Если реалии континентальной борьбы в Европе не позволили объединиться этим двум силам (за исключением краткого периода, продиктованного скорее тактическими соображениями Гитлера и Сталина), то в Южной Америке мы почти везде могли наблюдать, как политические силы, представляющие одновременно коммунистические и фашистские идеи и идеалы, тесно сливались и одерживали вверх… Не менее характерной для этого континента чертой было активное участие в борьбе за власть военных кругов…
10 мая 1932 года после захвата боливийцами форта Антонио Лопес правительство Парагвая объявило Боливии войну. Казалось бы, преимущество было на стороне более сильной и развитой Боливии: ее военный бюджет в три раза превосходил парагвайский, а насыщенность ее армии вооружением и техникой превосходила аналогичные показатели войск противника в пять раз.
Однако успех недолго способствовал боливийцам. В августе 1932 года началось парагвайское контрнаступление на Бокерон. Дезорганизованные боливийские войска потерпели поражение по всему фронту. В надежде исправить положение, военное командование было передано немецкому генералу Кундту. Он сосредоточил войска у форта Нанава, где произошло кровопролитное сражение, закончившееся очередным поражением боливийцев. В боях у Нанавы боливийская армия понесла три четверти всех своих потерь во время войны: 10 тысяч человек были взяты в плен, 28 тысяч – убиты или пропали без вести.
После трагедии у Нанавы боливийское общество захлестнули антивоенные настроения, объединившие практически все слои нации. В 1933 и 1934 гг. в ряде соединений и даже в Военном колледже произошли попытки восстаний. Саламанка демагогически обвинил в неудачах военное командование, пойдя на прямой конфликт с генералитетом, и попытался снять с должности командующего армией авторитетного генерала Энрике Пеньяранду дель Кастильо, однако 27 ноября 1934 года военные арестовали президента.

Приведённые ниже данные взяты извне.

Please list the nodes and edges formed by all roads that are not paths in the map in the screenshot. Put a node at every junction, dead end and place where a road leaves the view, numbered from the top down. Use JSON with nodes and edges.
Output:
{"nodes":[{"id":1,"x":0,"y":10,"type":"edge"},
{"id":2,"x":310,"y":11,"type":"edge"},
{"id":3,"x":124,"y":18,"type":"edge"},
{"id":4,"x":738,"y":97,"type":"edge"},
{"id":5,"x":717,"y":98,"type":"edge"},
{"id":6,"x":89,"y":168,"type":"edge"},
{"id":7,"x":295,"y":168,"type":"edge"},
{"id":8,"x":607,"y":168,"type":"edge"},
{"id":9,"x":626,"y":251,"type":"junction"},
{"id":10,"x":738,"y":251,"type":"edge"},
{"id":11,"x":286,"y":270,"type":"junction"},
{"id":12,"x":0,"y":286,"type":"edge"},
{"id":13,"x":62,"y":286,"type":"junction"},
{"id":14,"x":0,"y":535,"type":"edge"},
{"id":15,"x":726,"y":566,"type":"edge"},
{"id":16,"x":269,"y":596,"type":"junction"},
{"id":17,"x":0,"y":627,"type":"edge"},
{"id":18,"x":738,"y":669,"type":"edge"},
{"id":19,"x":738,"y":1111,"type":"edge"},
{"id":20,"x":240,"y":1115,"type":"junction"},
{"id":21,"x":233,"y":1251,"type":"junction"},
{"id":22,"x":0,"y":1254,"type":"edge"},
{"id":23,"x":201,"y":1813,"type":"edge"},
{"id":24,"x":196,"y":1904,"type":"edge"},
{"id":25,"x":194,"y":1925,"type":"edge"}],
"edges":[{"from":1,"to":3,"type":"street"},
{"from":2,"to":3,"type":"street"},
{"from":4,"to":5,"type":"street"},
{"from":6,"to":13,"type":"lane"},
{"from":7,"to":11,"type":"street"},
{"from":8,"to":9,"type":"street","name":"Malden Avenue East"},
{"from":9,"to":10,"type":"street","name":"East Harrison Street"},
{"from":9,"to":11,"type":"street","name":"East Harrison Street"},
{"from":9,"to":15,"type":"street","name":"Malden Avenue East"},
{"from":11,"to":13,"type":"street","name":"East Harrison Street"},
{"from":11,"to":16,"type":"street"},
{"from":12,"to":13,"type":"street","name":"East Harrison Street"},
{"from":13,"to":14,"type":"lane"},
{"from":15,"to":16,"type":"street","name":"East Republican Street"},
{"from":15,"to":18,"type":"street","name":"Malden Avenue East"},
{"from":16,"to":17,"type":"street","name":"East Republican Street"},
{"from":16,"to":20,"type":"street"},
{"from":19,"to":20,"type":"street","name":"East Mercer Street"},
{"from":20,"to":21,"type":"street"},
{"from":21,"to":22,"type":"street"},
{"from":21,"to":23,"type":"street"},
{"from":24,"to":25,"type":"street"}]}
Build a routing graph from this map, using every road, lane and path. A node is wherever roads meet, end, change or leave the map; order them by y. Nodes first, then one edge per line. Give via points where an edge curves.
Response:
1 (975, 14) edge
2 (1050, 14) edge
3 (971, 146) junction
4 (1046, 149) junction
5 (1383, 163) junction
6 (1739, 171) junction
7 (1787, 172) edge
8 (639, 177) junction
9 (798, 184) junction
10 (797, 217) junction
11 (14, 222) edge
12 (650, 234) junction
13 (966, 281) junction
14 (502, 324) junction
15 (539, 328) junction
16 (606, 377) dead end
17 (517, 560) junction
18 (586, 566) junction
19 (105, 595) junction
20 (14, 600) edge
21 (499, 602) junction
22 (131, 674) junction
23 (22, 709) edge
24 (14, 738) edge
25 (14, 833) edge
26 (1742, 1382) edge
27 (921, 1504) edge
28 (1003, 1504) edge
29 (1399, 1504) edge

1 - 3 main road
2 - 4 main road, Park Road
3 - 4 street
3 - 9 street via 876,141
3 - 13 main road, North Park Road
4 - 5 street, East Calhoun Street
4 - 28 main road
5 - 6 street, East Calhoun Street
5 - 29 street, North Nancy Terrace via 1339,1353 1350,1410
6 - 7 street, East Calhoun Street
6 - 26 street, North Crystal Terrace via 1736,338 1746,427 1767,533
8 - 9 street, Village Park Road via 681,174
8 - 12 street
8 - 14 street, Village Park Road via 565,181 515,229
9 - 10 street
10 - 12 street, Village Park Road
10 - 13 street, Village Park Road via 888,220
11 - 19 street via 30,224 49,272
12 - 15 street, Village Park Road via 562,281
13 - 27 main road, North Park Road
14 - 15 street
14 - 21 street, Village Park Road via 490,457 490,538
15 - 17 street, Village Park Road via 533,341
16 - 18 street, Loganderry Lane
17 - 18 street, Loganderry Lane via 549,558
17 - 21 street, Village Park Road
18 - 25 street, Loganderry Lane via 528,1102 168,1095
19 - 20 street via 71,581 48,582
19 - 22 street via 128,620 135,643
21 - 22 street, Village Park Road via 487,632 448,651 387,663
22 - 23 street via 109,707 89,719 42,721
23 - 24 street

Главой заговора был давний враг Саламанки начальник Генерального штаба полковник Давид Торо. Немаловажную роль в свержении президента сыграл и герой войны майор Герман Буш – бесспорный лидер младших и средних офицеров боливийской армии <…>
Ворота, ажурные кованые решетки на окнах. Дверь боливийского посольства, тяжелая, странного – густого и темного, будто венозная кровь – бордового цвета. Тот же секретарь, сухо-предупредительный. «Проходите…» Тут уже никаких заминок. Он движется деловито и быстро, и ты еле поспеваешь за ним по коридору, а потом по лестнице, выдержанным в помпезном колониальном стиле. Вы проходите сквозь анфиладу двух комнат, где царит тот же стиль, и упираетесь в белую, плотно закрытую дверь. Секретарь замер на миг, точно прислушался к тому, что происходило по ту сторону двери. Ни звука не доносилось. Тогда он уверенно постучал.
«Господин генерал, Герман Буш младший…» Ни звука ты не услышал в ответ. Видимо, секретарю, доложившему с четкостью адъютанта, подан был знак. Торжественно, как камердинер, он сделал рукой приглашающий жест. «Проходите»…
Пытаясь унять сердцебиение, ты входишь в небольшой кабинет. Свет апрельского дня из окна приглушен занавесками с густым рисунком. Пол-окна закрыто плотной гардиной, набрасывающей сумрак на всю левую сторону комнаты, стены которой под самый потолок заставлены книжными полками. С этой же стороны, ближе к окну, почти у самой гардины ты видишь фигуру сидящего за столом. Черты лица и детали костюма размыты густой тенью от гардины, он сидит над стопкой каких-то бумаг, аккуратно разложенных в две стопки среди письменных приборов и других стопок бумаг, папок и книг, распределенных с такой же аккуратностью, даже, можно сказать, с педантичной расчетливостью, которая сразу бросалась в глаза. И ты понимаешь, что гардина и игра теней тоже входят в этот расчет. Зона света, не сдерживаемого гардиной, полновластно накрывает практически всю поверхность стола, ещё неразличимее кутая пологом тени фигуру сидящего. Он по-прежнему не произносит ни звука, и ты чувствуешь на себе, как на блюдечке выставленном под юпитеры апрельского дня, пристальный изучающий взгляд. И тут ты различаешь почерк на листах.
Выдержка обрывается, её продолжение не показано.